Конгревова ракета (Сенчин) - страница 211

Был бы в нашей литературе такой писатель, как Андрей Рубанов, не напиши он сразу после своей первой вещи «Сажайте, и вырастет» «Великую мечту», «Жизнь удалась», «Готовься к войне»? Стал бы событием «чудесный, нерукотворный» рассказ Дмитрия Новикова «Муха в янтаре», если бы он не был обрамлен другими отличными рассказами – «На Суме-реке», «Куйпога», «Рубиновый вторник»?

Что бы значил и весил Захар Прилепин, срочно не подкрепи «Патологии» «Санькой» и россыпью замечательных рассказов?..

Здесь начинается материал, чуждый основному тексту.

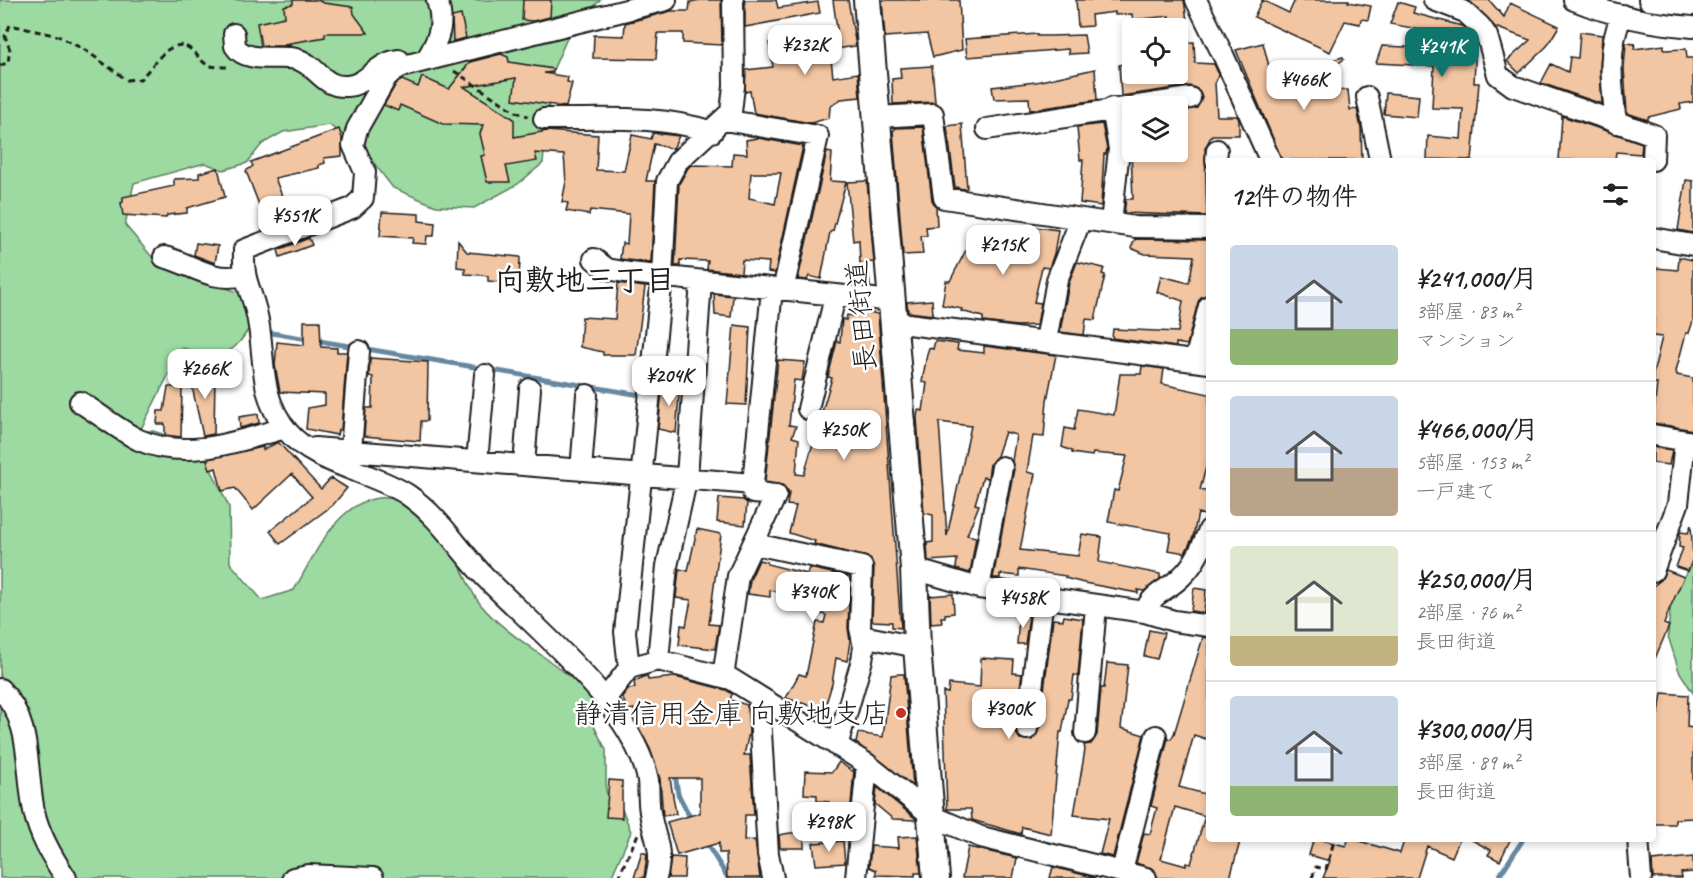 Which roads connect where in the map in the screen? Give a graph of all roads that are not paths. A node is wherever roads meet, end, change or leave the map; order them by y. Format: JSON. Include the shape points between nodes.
{"nodes":[{"id":1,"x":437,"y":0,"type":"edge"},
{"id":2,"x":666,"y":0,"type":"edge"},
{"id":3,"x":733,"y":0,"type":"edge"},
{"id":4,"x":867,"y":0,"type":"edge"},
{"id":5,"x":1196,"y":0,"type":"edge"},
{"id":6,"x":1574,"y":0,"type":"edge"},
{"id":7,"x":1649,"y":0,"type":"edge"},
{"id":8,"x":1443,"y":1,"type":"edge"},
{"id":9,"x":628,"y":5,"type":"edge"},
{"id":10,"x":1693,"y":5,"type":"edge"},
{"id":11,"x":1622,"y":15,"type":"junction"},
{"id":12,"x":1693,"y":27,"type":"edge"},
{"id":13,"x":234,"y":34,"type":"dead end"},
{"id":14,"x":426,"y":60,"type":"junction"},
{"id":15,"x":1367,"y":97,"type":"dead end"},
{"id":16,"x":1190,"y":98,"type":"dead end"},
{"id":17,"x":1112,"y":108,"type":"junction"},
{"id":18,"x":876,"y":117,"type":"junction"},
{"id":19,"x":544,"y":119,"type":"road end"},
{"id":20,"x":1616,"y":123,"type":"junction"},
{"id":21,"x":718,"y":126,"type":"junction"},
{"id":22,"x":987,"y":129,"type":"dead end"},
{"id":23,"x":1269,"y":158,"type":"edge"},
{"id":24,"x":1380,"y":158,"type":"edge"},
{"id":25,"x":1653,"y":158,"type":"edge"},
{"id":26,"x":1081,"y":219,"type":"junction"},
{"id":27,"x":1111,"y":223,"type":"junction"},
{"id":28,"x":1206,"y":228,"type":"edge"},
{"id":29,"x":1656,"y":238,"type":"edge"},
{"id":30,"x":1693,"y":244,"type":"edge"},
{"id":31,"x":164,"y":257,"type":"dead end"},
{"id":32,"x":594,"y":259,"type":"dead end"},
{"id":33,"x":243,"y":275,"type":"junction"},
{"id":34,"x":662,"y":277,"type":"junction"},
{"id":35,"x":701,"y":281,"type":"junction"},
{"id":36,"x":778,"y":289,"type":"junction"},
{"id":37,"x":835,"y":297,"type":"junction"},
{"id":38,"x":892,"y":311,"type":"junction"},
{"id":39,"x":1206,"y":330,"type":"edge"},
{"id":40,"x":1046,"y":341,"type":"junction"},
{"id":41,"x":359,"y":351,"type":"dead end"},
{"id":42,"x":1202,"y":362,"type":"edge"},
{"id":43,"x":485,"y":375,"type":"dead end"},
{"id":44,"x":530,"y":389,"type":"dead end"},
{"id":45,"x":587,"y":395,"type":"dead end"},
{"id":46,"x":80,"y":402,"type":"dead end"},
{"id":47,"x":808,"y":409,"type":"dead end"},
{"id":48,"x":285,"y":428,"type":"junction"},
{"id":49,"x":1656,"y":436,"type":"edge"},
{"id":50,"x":1689,"y":442,"type":"edge"},
{"id":51,"x":307,"y":447,"type":"junction"},
{"id":52,"x":351,"y":450,"type":"junction"},
{"id":53,"x":477,"y":461,"type":"junction"},
{"id":54,"x":524,"y":465,"type":"junction"},
{"id":55,"x":1002,"y":467,"type":"dead end"},
{"id":56,"x":581,"y":470,"type":"junction"},
{"id":57,"x":642,"y":475,"type":"junction"},
{"id":58,"x":687,"y":477,"type":"junction"},
{"id":59,"x":753,"y":484,"type":"junction"},
{"id":60,"x":1206,"y":536,"type":"edge"},
{"id":61,"x":755,"y":544,"type":"junction"},
{"id":62,"x":1656,"y":563,"type":"edge"},
{"id":63,"x":914,"y":569,"type":"junction"},
{"id":64,"x":980,"y":588,"type":"junction"},
{"id":65,"x":1043,"y":598,"type":"junction"},
{"id":66,"x":1096,"y":606,"type":"junction"},
{"id":67,"x":1145,"y":612,"type":"junction"},
{"id":68,"x":1206,"y":626,"type":"edge"},
{"id":69,"x":862,"y":636,"type":"junction"},
{"id":70,"x":917,"y":647,"type":"junction"},
{"id":71,"x":658,"y":660,"type":"junction"},
{"id":72,"x":629,"y":668,"type":"junction"},
{"id":73,"x":723,"y":677,"type":"junction"},
{"id":74,"x":0,"y":689,"type":"edge"},
{"id":75,"x":759,"y":697,"type":"junction"},
{"id":76,"x":606,"y":698,"type":"junction"},
{"id":77,"x":1028,"y":729,"type":"dead end"},
{"id":78,"x":1085,"y":733,"type":"dead end"},
{"id":79,"x":1156,"y":736,"type":"dead end"},
{"id":80,"x":837,"y":746,"type":"junction"},
{"id":81,"x":867,"y":764,"type":"junction"},
{"id":82,"x":932,"y":816,"type":"junction"},
{"id":83,"x":1638,"y":842,"type":"edge"},
{"id":84,"x":1122,"y":871,"type":"junction"},
{"id":85,"x":1099,"y":872,"type":"edge"},
{"id":86,"x":66,"y":878,"type":"edge"},
{"id":87,"x":293,"y":878,"type":"edge"},
{"id":88,"x":373,"y":878,"type":"edge"},
{"id":89,"x":656,"y":878,"type":"edge"},
{"id":90,"x":773,"y":878,"type":"edge"},
{"id":91,"x":856,"y":878,"type":"edge"},
{"id":92,"x":936,"y":878,"type":"edge"},
{"id":93,"x":1146,"y":878,"type":"edge"},
{"id":94,"x":1641,"y":878,"type":"edge"}],
"edges":[{"from":1,"to":14,"type":"street","via":[[442,28]]},
{"from":2,"to":9,"type":"street"},
{"from":3,"to":21,"type":"street","via":[[733,99],[731,112]]},
{"from":4,"to":18,"type":"main road","name":"長田街道"},
{"from":5,"to":23,"type":"street"},
{"from":6,"to":11,"type":"street"},
{"from":7,"to":10,"type":"street"},
{"from":8,"to":20,"type":"street","via":[[1465,12],[1480,26],[1487,36],[1498,75],[1505,81]]},
{"from":9,"to":14,"type":"street"},
{"from":11,"to":12,"type":"street"},
{"from":11,"to":20,"type":"street","via":[[1611,43]]},
{"from":13,"to":14,"type":"street","via":[[235,46],[243,54],[304,61],[323,81],[333,85],[357,85],[388,62]]},
{"from":14,"to":33,"type":"street","via":[[400,67],[387,76],[357,129],[353,145],[365,172],[363,198],[352,208],[244,250]]},
{"from":15,"to":24,"type":"street"},
{"from":16,"to":17,"type":"street"},
{"from":17,"to":22,"type":"street"},
{"from":17,"to":27,"type":"street","via":[[1119,149]]},
{"from":18,"to":26,"type":"street","via":[[933,114],[944,198]]},
{"from":18,"to":38,"type":"main road","name":"長田街道"},
{"from":19,"to":21,"type":"street","via":[[661,120]]},
{"from":20,"to":25,"type":"street","via":[[1654,135]]},
{"from":21,"to":34,"type":"street","via":[[678,161],[667,181]]},
{"from":21,"to":36,"type":"street","via":[[818,136]]},
{"from":26,"to":27,"type":"street"},
{"from":26,"to":40,"type":"street","via":[[1057,280]]},
{"from":27,"to":28,"type":"street"},
{"from":29,"to":30,"type":"street"},
{"from":31,"to":33,"type":"street","via":[[213,276],[228,279]]},
{"from":32,"to":34,"type":"street","via":[[607,268]]},
{"from":33,"to":48,"type":"street","via":[[256,311],[267,395]]},
{"from":34,"to":35,"type":"street"},
{"from":34,"to":57,"type":"street"},
{"from":35,"to":36,"type":"street"},
{"from":35,"to":58,"type":"street"},
{"from":36,"to":37,"type":"street"},
{"from":36,"to":59,"type":"street"},
{"from":37,"to":38,"type":"street"},
{"from":37,"to":47,"type":"street"},
{"from":38,"to":40,"type":"street"},
{"from":38,"to":63,"type":"main road","name":"長田街道"},
{"from":39,"to":42,"type":"street"},
{"from":40,"to":42,"type":"street"},
{"from":41,"to":52,"type":"street"},
{"from":43,"to":53,"type":"street"},
{"from":44,"to":54,"type":"street"},
{"from":45,"to":56,"type":"street"},
{"from":46,"to":48,"type":"street","via":[[139,440],[164,447],[213,448]]},
{"from":48,"to":51,"type":"street"},
{"from":49,"to":50,"type":"street"},
{"from":50,"to":62,"type":"street","via":[[1678,504]]},
{"from":51,"to":52,"type":"street"},
{"from":51,"to":76,"type":"street","via":[[405,493],[432,512],[466,557]]},
{"from":52,"to":53,"type":"street"},
{"from":53,"to":54,"type":"street"},
{"from":54,"to":56,"type":"street"},
{"from":55,"to":64,"type":"street"},
{"from":56,"to":57,"type":"street"},
{"from":57,"to":58,"type":"street"},
{"from":57,"to":72,"type":"street","via":[[625,632]]},
{"from":58,"to":59,"type":"street"},
{"from":58,"to":71,"type":"street","via":[[667,566]]},
{"from":59,"to":61,"type":"street","via":[[753,493],[776,495]]},
{"from":60,"to":67,"type":"street","via":[[1184,575],[1149,600]]},
{"from":61,"to":69,"type":"street","via":[[862,567]]},
{"from":61,"to":73,"type":"street","via":[[738,576]]},
{"from":63,"to":64,"type":"street"},
{"from":63,"to":70,"type":"main road","name":"長田街道"},
{"from":64,"to":65,"type":"street"},
{"from":65,"to":66,"type":"street"},
{"from":65,"to":77,"type":"street"},
{"from":66,"to":67,"type":"street"},
{"from":66,"to":78,"type":"street"},
{"from":67,"to":68,"type":"street"},
{"from":69,"to":70,"type":"street"},
{"from":69,"to":80,"type":"street","via":[[860,672]]},
{"from":70,"to":82,"type":"main road","name":"長田街道"},
{"from":71,"to":72,"type":"street"},
{"from":71,"to":73,"type":"street"},
{"from":72,"to":76,"type":"street"},
{"from":73,"to":75,"type":"street"},
{"from":74,"to":86,"type":"street","via":[[19,715],[34,812],[43,838]]},
{"from":75,"to":80,"type":"street"},
{"from":75,"to":90,"type":"street","via":[[768,855]]},
{"from":76,"to":89,"type":"street","via":[[633,742],[647,779],[661,852]]},
{"from":79,"to":84,"type":"street"},
{"from":80,"to":81,"type":"street"},
{"from":81,"to":82,"type":"street"},
{"from":81,"to":91,"type":"street"},
{"from":82,"to":85,"type":"street","via":[[981,837]]},
{"from":82,"to":92,"type":"main road","name":"長田街道"},
{"from":83,"to":94,"type":"street"},
{"from":84,"to":85,"type":"street"},
{"from":84,"to":93,"type":"street"},
{"from":87,"to":88,"type":"street"}]}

В последние годы у той части общества, что еще следит за литературой, растет потребность в появлении нового поколения писателей. Не просто единичных фигур с единичными замечательными произведениями, а именно поколения. Напористого, свежего, плодовитого.

Время сейчас как раз для литературы. Быстрой, колючей. «Вихревой и взрывчатой», как говорил Сергей Есенин. Но молодежь – талантливая молодежь – пишет словно сквозь то ли дремотную, то ли нервную зевоту. Или преодолевая робость, с мыслью не повторить эвересты написанного до них.

Не бойтесь, не повторите. По крайней мере, потому, что эти эвересты написаны до вас – не в ваше время.

То, куда приложить свои писательские силы, есть. Огромные просторы. Когда-то плодородные нивы, ставшие давным-давно снова целиной. К примеру – русский роман.

Когда говорят, что у России есть три надежные ценности – газ, нефть и литература, то под литературой подразумевают русский роман XIX века. Это действительно одна из главных культурных жемчужин не только России, но и мира.

Но сегодня жанр романа, а в особенности такая его форма, как русский роман, совершенно не востребованы литераторами. Толстые книги есть, а вот романы… Оставлены в прошлом, подобно жанру трагедии? А зря…

В период «золотого века» русский роман был необыкновенно свободен. Не столько в плане содержания, сколько формы. Уже «Герой нашего времени» – это нечто странное для глаз теоретика литературы. Кто там главный? В начале одно «я», через пять страниц это «я» отдается Максиму Максимычу, потом возвращается обратно, затем перекидывается Печорину при помощи его дневника, и первоначальное «я» окончательно исчезает… В общем-то, любой редактор нынешнего толстого литературного журнала (об издательствах сейчас речи нет) скажет автору: «Ну, чего-то вы тут нагромоздили. На ста пятидесяти страницах». В лучшем случае, попросит структурировать, а так – вернет без сомнений.

А сколько лишнего в тоже тоненькой вообще-то «поэме» «Мертвые души». Почти на каждую мелочь, на каждую безделушку Гоголь отвлекается многостраничными «лирическими размышлениями». Опытный редактор вполне ужмет подобный текст до небольшой повести. Если только «стилистические ошибки» не заставят редактора захлопнуть рукопись после десятка страниц.